Your goal –
Should a line below contain the word "place", report it.

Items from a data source
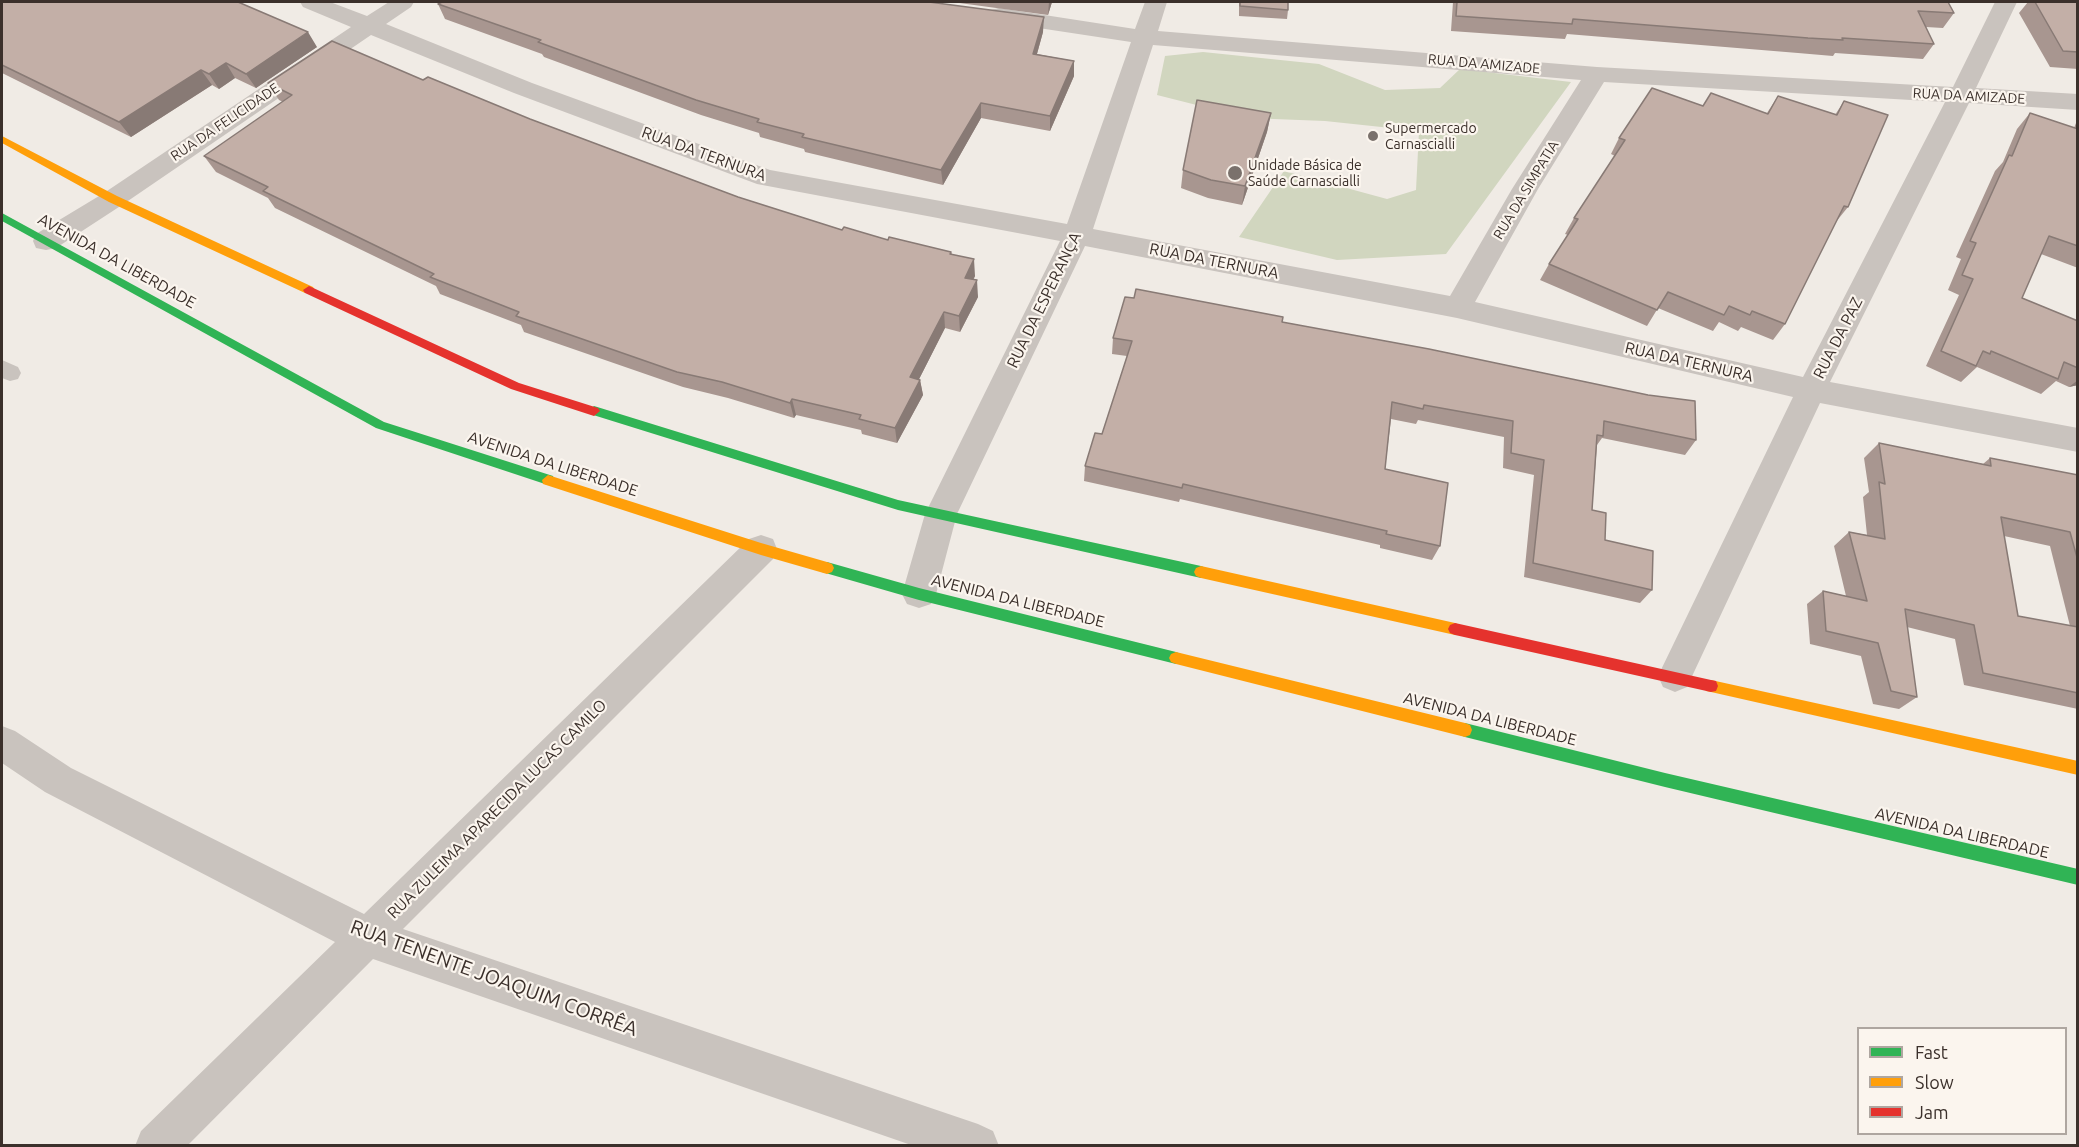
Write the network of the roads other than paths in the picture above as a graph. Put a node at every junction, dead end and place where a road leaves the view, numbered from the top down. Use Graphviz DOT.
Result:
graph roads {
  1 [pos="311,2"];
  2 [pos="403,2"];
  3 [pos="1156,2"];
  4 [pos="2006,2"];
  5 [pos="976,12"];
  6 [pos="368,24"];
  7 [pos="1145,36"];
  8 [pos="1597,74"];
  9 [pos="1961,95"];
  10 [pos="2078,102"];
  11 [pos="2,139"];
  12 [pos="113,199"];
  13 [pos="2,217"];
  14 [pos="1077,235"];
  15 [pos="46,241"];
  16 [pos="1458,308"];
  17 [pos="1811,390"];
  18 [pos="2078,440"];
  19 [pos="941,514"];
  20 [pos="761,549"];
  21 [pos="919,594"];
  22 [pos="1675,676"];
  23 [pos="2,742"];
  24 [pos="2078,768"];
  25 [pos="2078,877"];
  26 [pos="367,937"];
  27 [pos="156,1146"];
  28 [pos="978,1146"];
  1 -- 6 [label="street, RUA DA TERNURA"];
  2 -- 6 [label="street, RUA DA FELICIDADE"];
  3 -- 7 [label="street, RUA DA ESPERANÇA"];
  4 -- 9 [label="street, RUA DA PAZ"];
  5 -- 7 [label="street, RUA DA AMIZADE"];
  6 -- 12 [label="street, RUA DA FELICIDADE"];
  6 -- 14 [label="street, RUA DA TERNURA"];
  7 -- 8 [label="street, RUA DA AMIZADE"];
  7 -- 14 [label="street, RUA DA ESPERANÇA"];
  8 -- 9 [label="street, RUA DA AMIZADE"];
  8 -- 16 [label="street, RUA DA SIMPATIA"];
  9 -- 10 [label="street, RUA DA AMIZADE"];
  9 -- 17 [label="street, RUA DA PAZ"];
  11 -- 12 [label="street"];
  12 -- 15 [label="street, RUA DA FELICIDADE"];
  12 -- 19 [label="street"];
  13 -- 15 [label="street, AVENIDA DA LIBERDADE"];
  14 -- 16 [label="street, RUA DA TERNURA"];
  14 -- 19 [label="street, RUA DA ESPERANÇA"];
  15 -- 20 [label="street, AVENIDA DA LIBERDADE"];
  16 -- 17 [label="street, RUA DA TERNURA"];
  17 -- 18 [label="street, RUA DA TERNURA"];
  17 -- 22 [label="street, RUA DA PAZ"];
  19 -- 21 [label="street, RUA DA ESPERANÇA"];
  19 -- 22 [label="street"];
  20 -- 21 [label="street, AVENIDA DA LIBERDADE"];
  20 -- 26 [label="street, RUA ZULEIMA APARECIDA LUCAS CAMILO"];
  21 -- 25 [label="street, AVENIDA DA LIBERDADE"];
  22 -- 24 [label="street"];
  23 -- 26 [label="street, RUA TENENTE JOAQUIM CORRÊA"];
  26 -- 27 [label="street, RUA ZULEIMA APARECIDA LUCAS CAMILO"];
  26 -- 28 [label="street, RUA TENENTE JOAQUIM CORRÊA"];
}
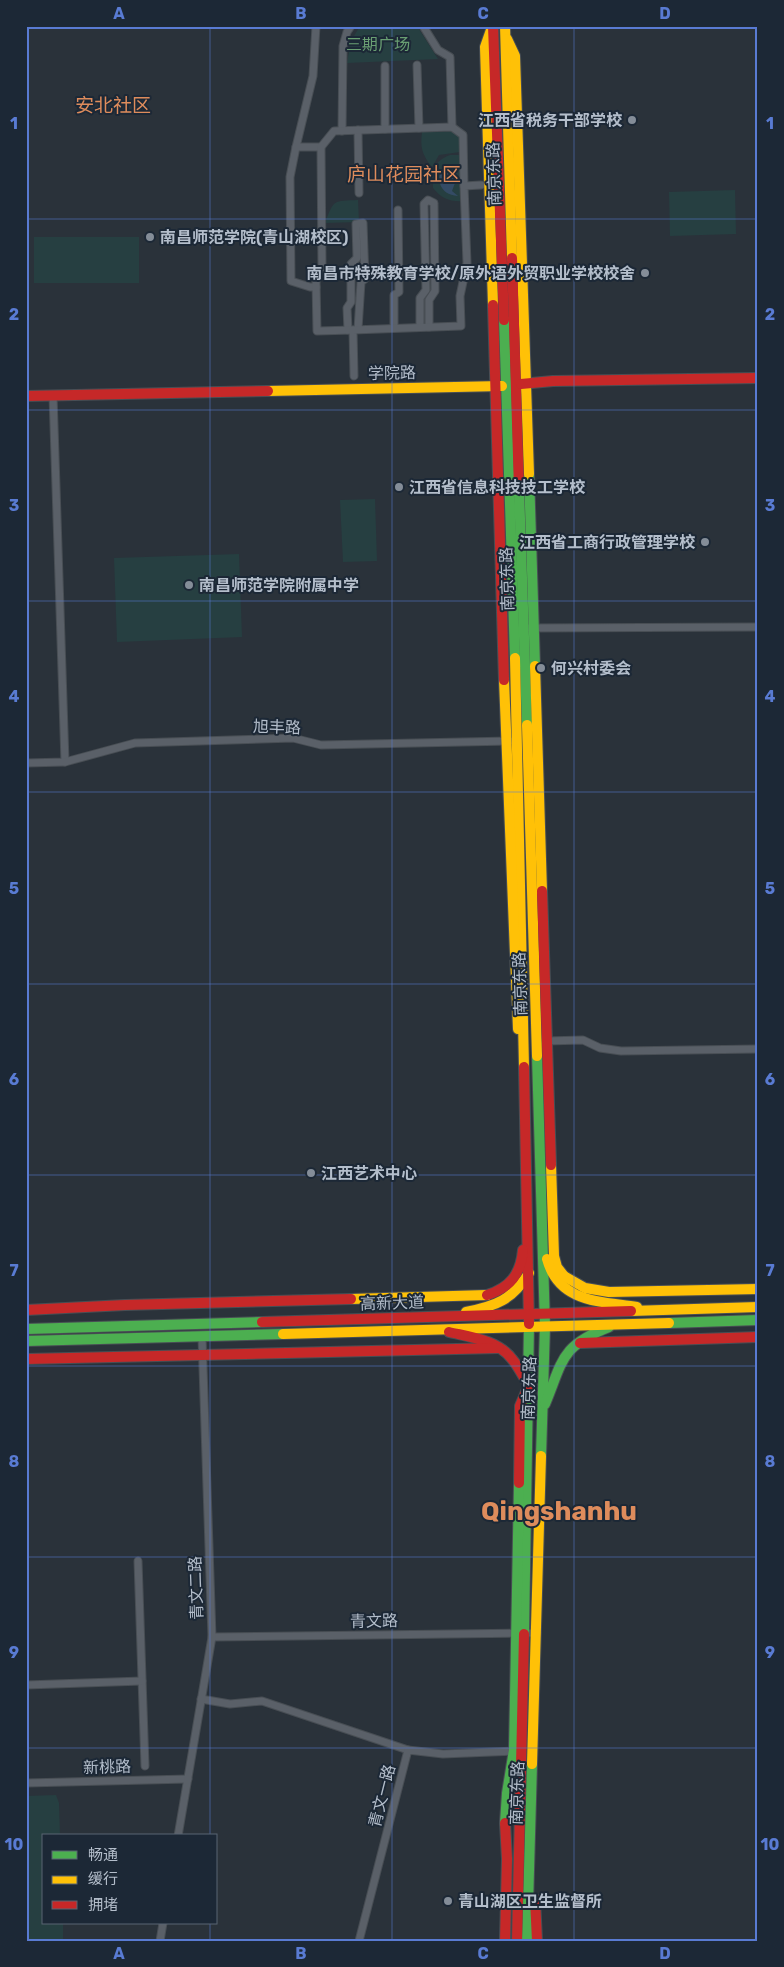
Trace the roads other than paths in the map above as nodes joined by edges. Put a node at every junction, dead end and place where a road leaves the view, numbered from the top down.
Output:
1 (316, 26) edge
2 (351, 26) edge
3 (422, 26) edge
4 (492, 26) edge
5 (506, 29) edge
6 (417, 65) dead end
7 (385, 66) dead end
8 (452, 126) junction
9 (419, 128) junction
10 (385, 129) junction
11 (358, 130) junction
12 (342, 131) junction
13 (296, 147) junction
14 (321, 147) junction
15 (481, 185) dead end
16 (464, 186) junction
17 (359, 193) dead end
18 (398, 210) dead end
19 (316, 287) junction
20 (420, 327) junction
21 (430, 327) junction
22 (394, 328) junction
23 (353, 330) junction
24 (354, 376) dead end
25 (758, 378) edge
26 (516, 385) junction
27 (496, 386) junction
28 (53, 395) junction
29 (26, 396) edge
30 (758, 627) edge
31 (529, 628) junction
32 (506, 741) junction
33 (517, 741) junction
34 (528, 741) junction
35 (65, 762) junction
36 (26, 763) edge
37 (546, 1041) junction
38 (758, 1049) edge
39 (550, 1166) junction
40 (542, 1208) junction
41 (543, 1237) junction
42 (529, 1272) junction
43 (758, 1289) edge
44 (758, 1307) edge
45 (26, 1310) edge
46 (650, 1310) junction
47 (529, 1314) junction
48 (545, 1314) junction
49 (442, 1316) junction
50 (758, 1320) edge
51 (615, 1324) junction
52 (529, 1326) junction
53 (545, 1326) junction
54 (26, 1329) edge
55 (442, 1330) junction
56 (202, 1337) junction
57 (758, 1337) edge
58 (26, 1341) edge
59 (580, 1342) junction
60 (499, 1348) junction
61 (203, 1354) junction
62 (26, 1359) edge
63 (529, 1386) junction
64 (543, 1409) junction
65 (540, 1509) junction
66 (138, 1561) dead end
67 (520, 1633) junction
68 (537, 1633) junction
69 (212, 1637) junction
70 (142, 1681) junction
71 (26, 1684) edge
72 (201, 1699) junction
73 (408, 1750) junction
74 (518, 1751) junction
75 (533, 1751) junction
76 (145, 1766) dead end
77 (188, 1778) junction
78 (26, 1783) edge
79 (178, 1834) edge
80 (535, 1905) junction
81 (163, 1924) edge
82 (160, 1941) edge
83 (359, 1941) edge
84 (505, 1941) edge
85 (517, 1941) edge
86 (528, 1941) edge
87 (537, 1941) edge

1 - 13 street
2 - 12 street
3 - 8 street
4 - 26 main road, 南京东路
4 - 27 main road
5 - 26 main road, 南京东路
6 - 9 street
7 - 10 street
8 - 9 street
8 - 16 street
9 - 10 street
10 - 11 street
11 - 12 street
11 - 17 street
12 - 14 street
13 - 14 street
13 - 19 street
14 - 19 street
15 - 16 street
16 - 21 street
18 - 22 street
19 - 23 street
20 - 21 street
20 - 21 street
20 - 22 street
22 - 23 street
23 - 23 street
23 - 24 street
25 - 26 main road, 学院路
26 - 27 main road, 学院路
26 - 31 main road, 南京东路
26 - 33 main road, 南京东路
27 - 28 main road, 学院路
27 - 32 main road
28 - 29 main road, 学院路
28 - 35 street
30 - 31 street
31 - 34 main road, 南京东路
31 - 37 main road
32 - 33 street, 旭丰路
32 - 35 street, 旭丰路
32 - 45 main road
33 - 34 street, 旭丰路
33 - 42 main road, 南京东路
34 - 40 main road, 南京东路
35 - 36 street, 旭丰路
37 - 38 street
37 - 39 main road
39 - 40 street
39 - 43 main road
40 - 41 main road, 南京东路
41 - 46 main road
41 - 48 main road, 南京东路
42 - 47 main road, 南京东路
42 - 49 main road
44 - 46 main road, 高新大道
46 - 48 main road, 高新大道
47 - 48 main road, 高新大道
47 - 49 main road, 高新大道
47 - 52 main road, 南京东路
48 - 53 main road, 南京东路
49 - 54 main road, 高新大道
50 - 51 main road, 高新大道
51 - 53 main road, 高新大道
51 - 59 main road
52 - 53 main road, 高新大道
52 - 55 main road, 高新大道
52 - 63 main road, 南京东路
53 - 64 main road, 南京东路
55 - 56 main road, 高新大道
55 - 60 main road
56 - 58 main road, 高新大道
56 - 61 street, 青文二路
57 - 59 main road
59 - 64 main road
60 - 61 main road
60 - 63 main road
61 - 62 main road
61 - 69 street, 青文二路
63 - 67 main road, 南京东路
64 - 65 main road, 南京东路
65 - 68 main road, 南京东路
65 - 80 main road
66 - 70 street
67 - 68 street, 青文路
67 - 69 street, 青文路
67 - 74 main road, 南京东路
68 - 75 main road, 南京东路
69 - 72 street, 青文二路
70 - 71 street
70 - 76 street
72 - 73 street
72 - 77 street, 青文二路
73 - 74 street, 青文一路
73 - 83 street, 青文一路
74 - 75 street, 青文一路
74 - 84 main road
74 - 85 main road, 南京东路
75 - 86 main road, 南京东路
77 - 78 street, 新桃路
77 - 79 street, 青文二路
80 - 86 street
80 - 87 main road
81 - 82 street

Worked solution –
Write the network of the roads other than paths in the picture above as a graph. Put a node at every junction, dead end and place where a road leaves the view, numbered from the top down. Use Graphviz DOT.
Trace the roads other than paths in the map above as nodes joined by edges. Put a node at every junction, dead end and place where a road leaves the view, numbered from the top down.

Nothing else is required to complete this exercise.